A beaming Yathreb Adel said, “I can’t be any happier really. I knew it was going to be difficult as Joey is very skilful. I had to focus and stay in the lead throughout. There were times I lost a little concentration. I like to play on momentum and sometimes I get frustrated after losing a few points. I had to regroup and start all over again. I hope I’ll be able to play my game tomorrow and hopefully go another step further.”

New Zealand’s Joelle King made it to her second consecutive semi-final after ousting Donna Urquhart. She did not start very well and seemed a little edgy. She was 9-10 down but saved a game ball before Donna finished off the game with a backhand drop to win 12-10.

However, she found her rhythm and raced through the second game for the loss of two points. The third was much closer but Joelle was always in front, closing it out 11-7. Joelle was once again in her stride in the fourth and won 11-4, closing out the match in 35 minutes.

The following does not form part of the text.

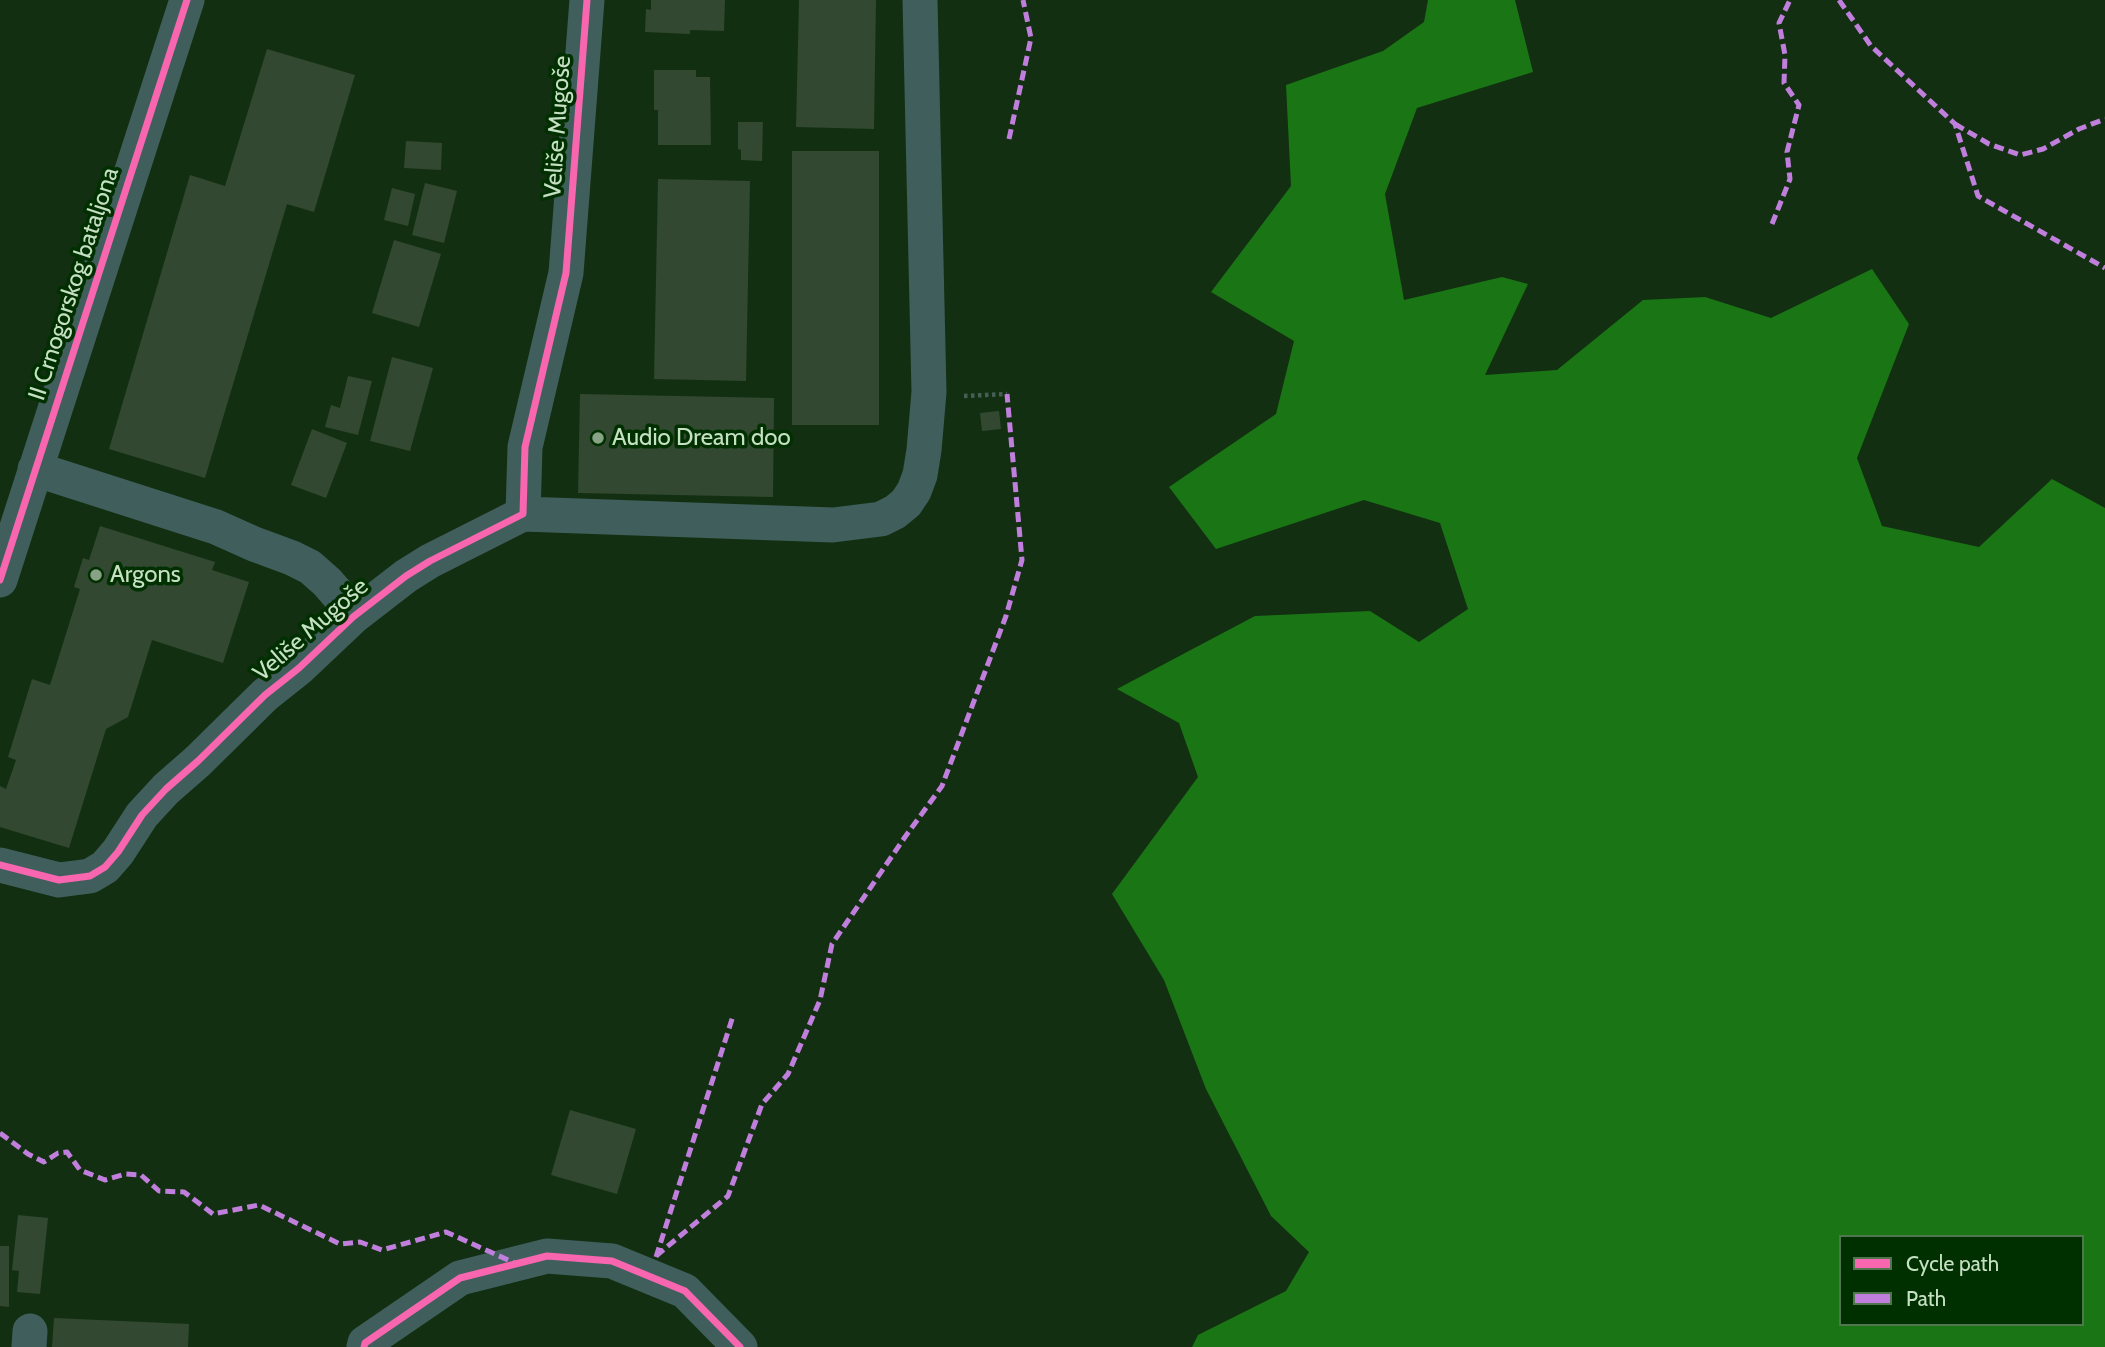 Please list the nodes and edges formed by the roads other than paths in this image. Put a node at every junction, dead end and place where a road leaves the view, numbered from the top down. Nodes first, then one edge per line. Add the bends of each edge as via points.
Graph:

“I felt a little nervous out there to be honest. I lost to Donna the last time we played and she’s been having very good results lately. We’ve been playing since juniors so we know each other’s game pretty well. I was a little tensed in the first but I stayed confident and stepped up the pace after that. Tomorrow I’m playing the giant-killer. We’ve actually never played before so I’m really looking forward to it.”

Annie Au would once again play on the last four of the Macau Squash Open after her opponent Mariam Metwally retired in the third game through a self-inflicted injury. It was a very contrasting match, with Mariam being a hard-hitter and trying to take everything early, Annie tried to float everything and force the Egyptian to the back.

Both the first two games went to the tie-break, and Annie winning both of them. In the start of the third, Mariam landed awkwardly while trailing 0-3 and after the 3 minute injury break, she was unable to continue. A dejected Mariam was inconsolable as her compatriots gathered around her outside the court.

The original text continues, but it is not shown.